Truly, my anger mostly directed itself inward. We all fought through anger toward ourselves for not being “good enough” for the committee to approve us in the first place, forcing us to let the kids down. The guilt overwhelmed us at times, like a heavy weight crushing us beneath it. So great a heaviness, I could barely even breathe.
I let them down. I didn’t fight hard enough or stand firm enough. I must not have spoken or written to express our case clearly. I didn’t do everything I could have done.


What doors had we not opened or gone through that could have made a difference? Did we open and go through doors we shouldn’t have? Those precious siblings counted on us, and we let them down. Where exactly did it all go wrong? Did one specific thing trigger their whole chain reaction against us? Could we have done something differently to avoid this whole mess? Did we ever even stand a chance or did doom follow our case from the beginning?
Not only did we fail the kids, we failed everyone involved.

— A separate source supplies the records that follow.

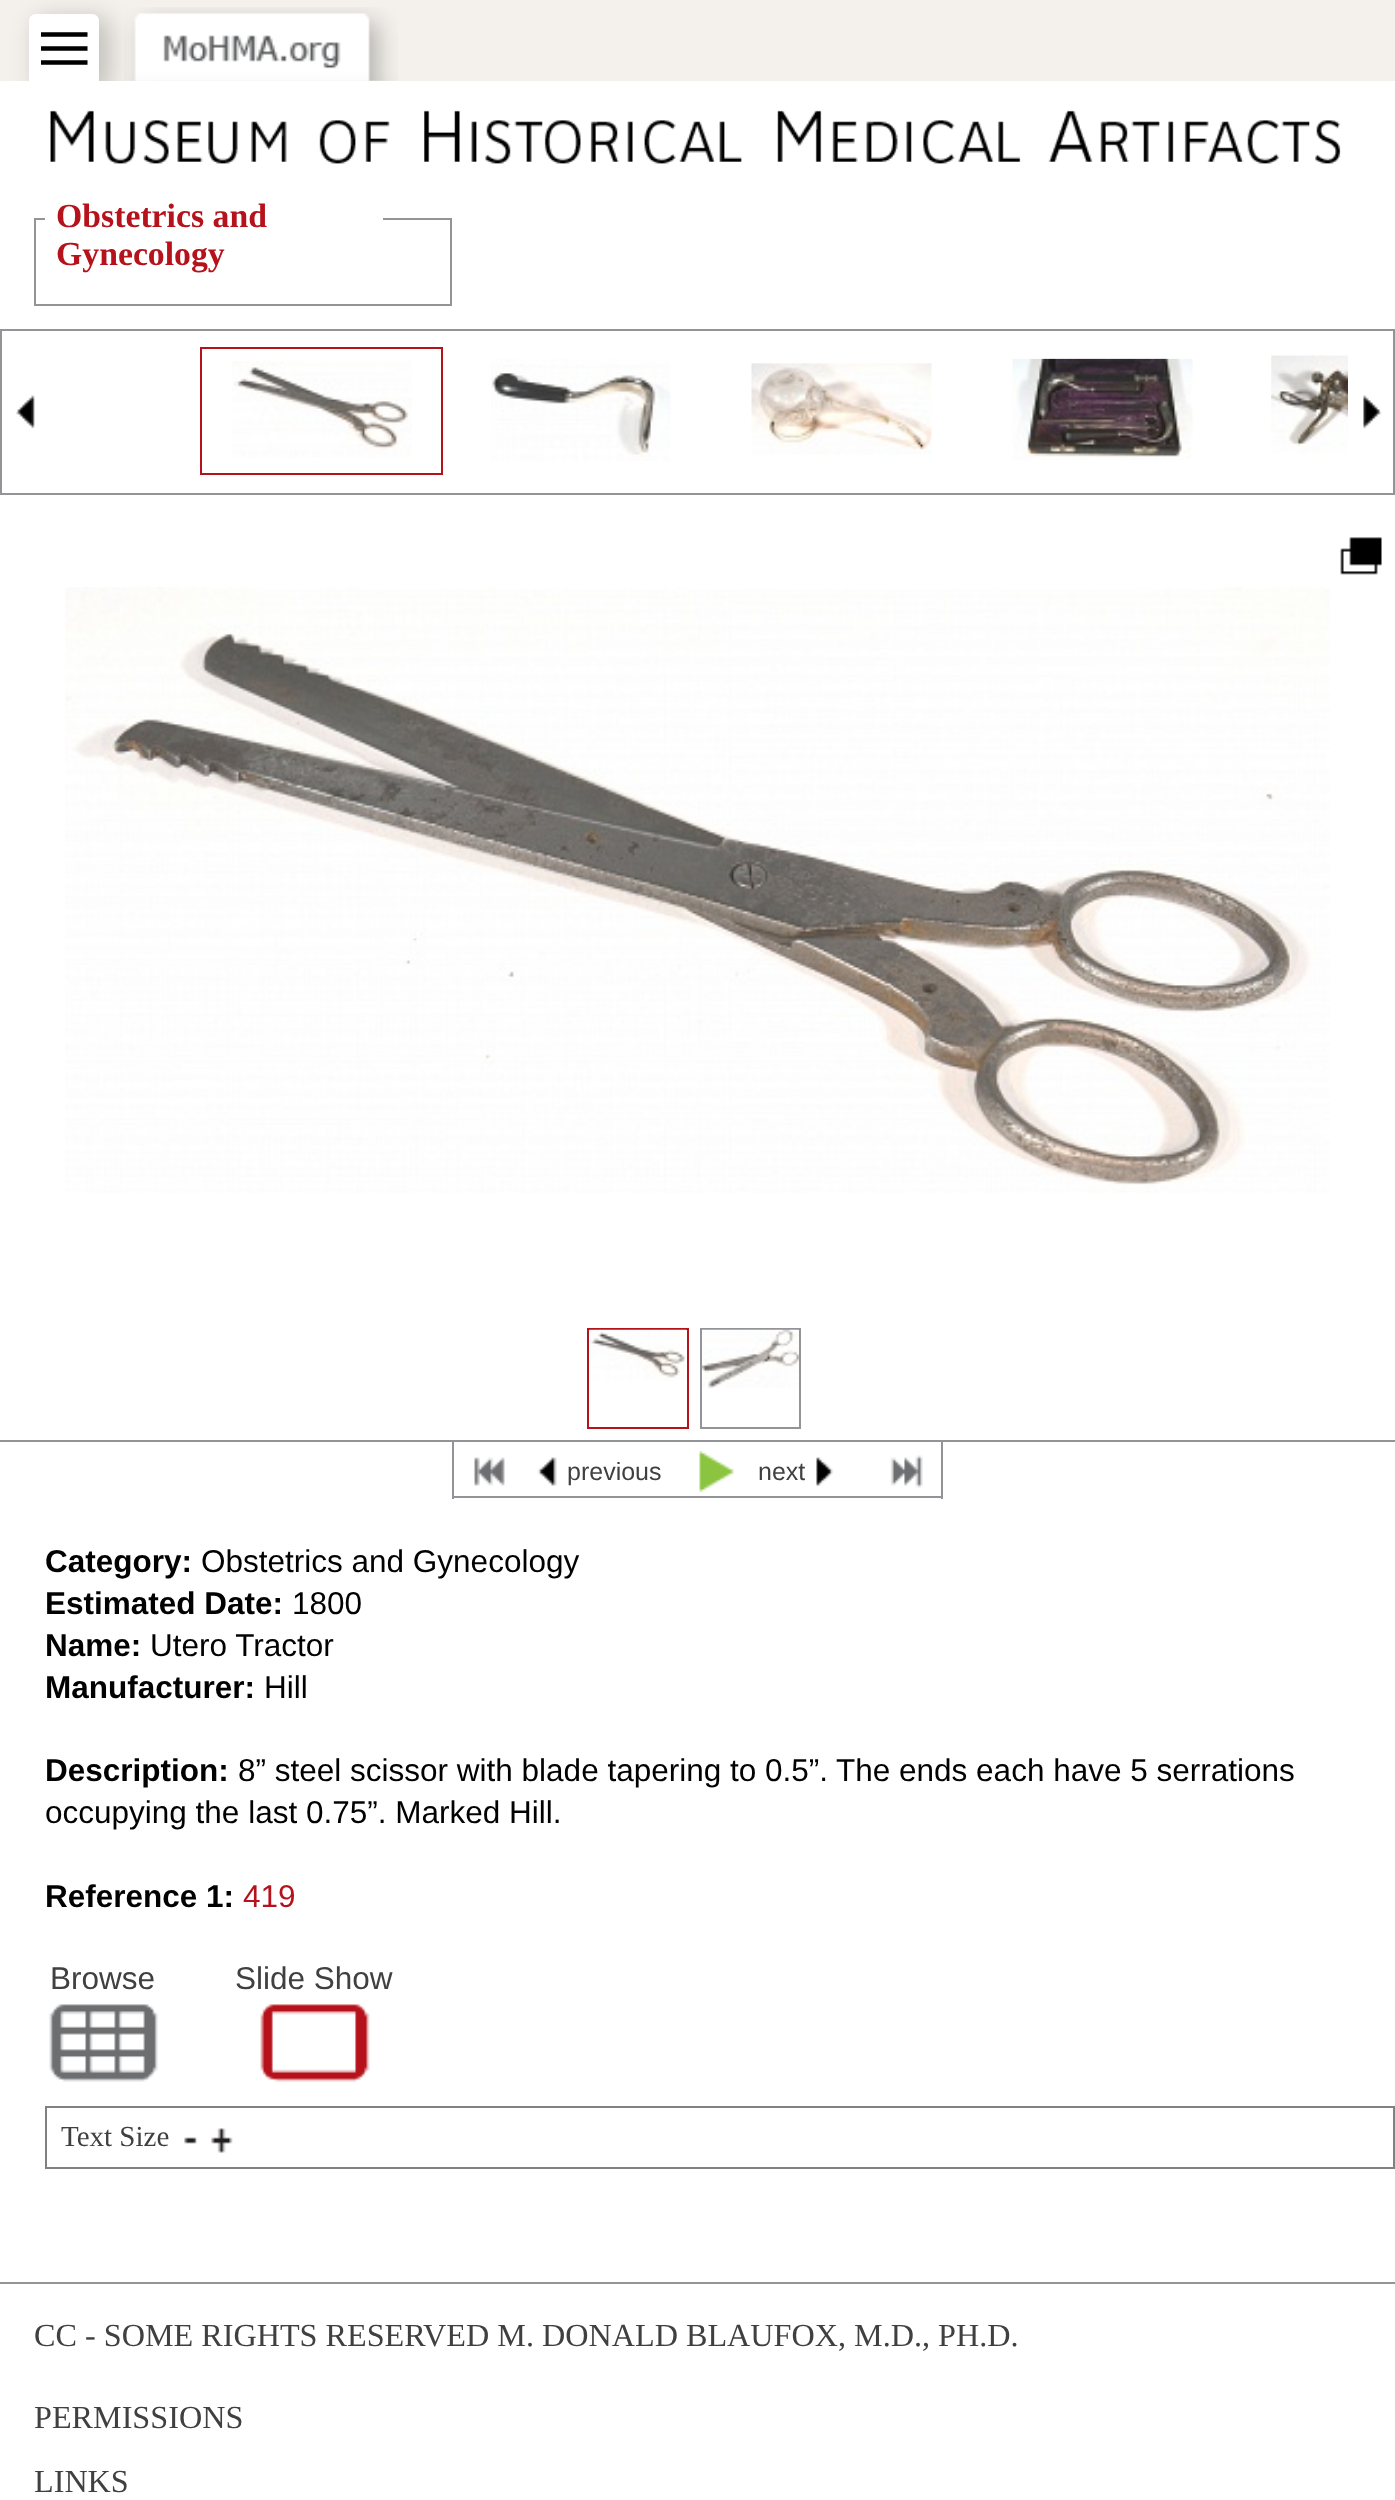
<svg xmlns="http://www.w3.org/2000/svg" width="1395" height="2500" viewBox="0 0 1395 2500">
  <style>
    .t1 { font: bold 33.75px Liberation Serif; fill: #b5121b; }
    .t2 { font: 25px Liberation Sans; fill: #404040; }
    .t3 { font: bold 31.5px Liberation Sans; fill: #000100; }
    .t4 { font: 31.5px Liberation Sans; fill: #000100; }
    .t5 { font: 31.5px Liberation Sans; fill: #b5121b; }
    .t6 { font: 31.5px Liberation Sans; fill: #404040; }
    .t7 { font: 29px Liberation Serif; fill: #404040; }
    .t8 { font: 32.2px Liberation Serif; fill: #404040; }
  </style>
  <rect width="100%" height="100%" fill="#f4f1ec"/>
  <image x="124" y="7" width="274" height="74" href="images/1.png"/>
  <rect x="36" y="18" width="74" height="74" rx="9" fill="#00000033" filter="blur(12.5px)"/>
  <path d="M36 14H92C96 14 99 17 99 21V83H29V21C29 17 32 14 36 14Z" fill="#fff"/>
  <path d="M41 48.5H87.5M41 34.5H87.5M41 62.5H87.5" fill="none" stroke="#000" stroke-width="4.7"/>
  <rect x="0" y="81" width="1395" height="122" fill="#fff"/>
  <image x="50" y="110" width="1291" height="54" href="images/2.png"/>
  <rect x="0" y="203" width="1395" height="2079" fill="#fff"/>
  <rect x="35" y="219" width="416" height="86" fill="none" stroke="#929497" stroke-width="2"/>
  <rect x="45" y="218" width="338" height="2" fill="#fff"/>
  <text x="56" y="227" class="t1">Obstetrics and</text>
  <text x="56" y="265" class="t1">Gynecology</text>
  <rect x="1" y="330" width="1393" height="164" fill="none" stroke="#929497" stroke-width="2"/>
  <image x="16" y="395" width="19" height="34" href="images/3.png"/>
  <rect x="201" y="348" width="241" height="126" fill="none" stroke="#b5121b" stroke-width="2"/>
  <image x="232" y="361" width="180" height="97" href="images/4.png"/>
  <image x="491" y="359" width="180" height="102" href="images/5.png"/>
  <image x="751" y="363" width="181" height="92" href="images/6.png"/>
  <image x="1012" y="358" width="181" height="102" href="images/7.png"/>
  <image x="1271" y="355" width="77" height="99" href="images/8.png"/>
  <image x="1363" y="395" width="19" height="34" href="images/9.png"/>
  <image x="1340" y="537" width="42" height="38" href="images/10.png"/>
  <image x="65" y="587" width="1265" height="606" href="images/11.png"/>
  <rect x="588" y="1329" width="100" height="99" fill="none" stroke="#b5121b" stroke-width="2"/>
  <image x="589" y="1329" width="98" height="52" href="images/12.png"/>
  <rect x="701" y="1329" width="99" height="99" fill="none" stroke="#929497" stroke-width="2"/>
  <image x="702" y="1329" width="97" height="60" href="images/13.png"/>
  <rect x="0" y="1440" width="1395" height="2" fill="#929497"/>
  <rect x="941" y="1442" width="2" height="57" fill="#929497"/>
  <rect x="452" y="1496" width="491" height="2" fill="#929497"/>
  <rect x="452" y="1442" width="2" height="57" fill="#929497"/>
  <image x="474" y="1457" width="31" height="29" href="images/14.png"/>
  <image x="537" y="1457" width="20" height="29" href="images/15.png"/>
  <text x="567" y="1480" class="t2">previous</text>
  <image x="699" y="1451" width="35" height="41" href="images/16.png"/>
  <text x="758" y="1480" class="t2">next</text>
  <image x="816" y="1457" width="17" height="29" href="images/17.png"/>
  <image x="890" y="1455" width="33" height="33" href="images/18.png"/>
  <text x="45" y="1572" class="t3">Category:</text>
  <text x="201" y="1572" class="t4">Obstetrics and Gynecology</text>
  <text x="45" y="1614" class="t3">Estimated Date:</text>
  <text x="292" y="1614" class="t4">1800</text>
  <text x="45" y="1656" class="t3">Name:</text>
  <text x="150" y="1656" class="t4">Utero Tractor</text>
  <text x="45" y="1698" class="t3">Manufacturer:</text>
  <text x="264" y="1698" class="t4">Hill</text>
  <text x="45" y="1781" class="t3">Description:</text>
  <text x="238" y="1781" class="t4">8” steel scissor with blade tapering to 0.5”.</text>
  <text x="836" y="1781" class="t4">The ends each have 5 serrations</text>
  <text x="45" y="1823" class="t4">occupying the last 0.75”. Marked Hill.</text>
  <text x="45" y="1907" class="t3">Reference 1:</text>
  <text x="243" y="1907" class="t5">419</text>
  <text x="50" y="1989" class="t6">Browse</text>
  <image x="49" y="2004" width="109" height="78" href="images/19.png"/>
  <text x="235" y="1989" class="t6">Slide Show</text>
  <image x="260" y="2004" width="110" height="78" href="images/20.png"/>
  <rect x="46" y="2107" width="1348" height="61" fill="none" stroke="#808184" stroke-width="2"/>
  <text x="61" y="2146" class="t7">Text Size</text>
  <image x="184" y="2137" width="13" height="7" href="images/21.png"/>
  <image x="211" y="2128" width="22" height="25" href="images/22.png"/>
  <rect x="0" y="2284" width="1395" height="216" fill="#fff"/>
  <rect x="0" y="2282" width="1395" height="2" fill="#929497"/>
  <text x="34" y="2346" class="t8">CC - SOME RIGHTS RESERVED M. DONALD BLAUFOX, M.D., PH.D.</text>
  <text x="34" y="2428" class="t8">PERMISSIONS</text>
  <text x="34" y="2492" class="t8">LINKS</text>
</svg>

We could compile a running list of everyone we let down:
·         The summer hosting program
·          Our adoption agency.
·         The kids’ host family
·          The families not chosen to pursue this adoption
·          Everyone who donated money
·         The organizations that awarded us grant money
·         Our church’s Adoption Ministry
Basically we failed everyone who supported our entire journey.

In addition to bearing the weight of failing so many, we also knew we failed each other, and we failed our son.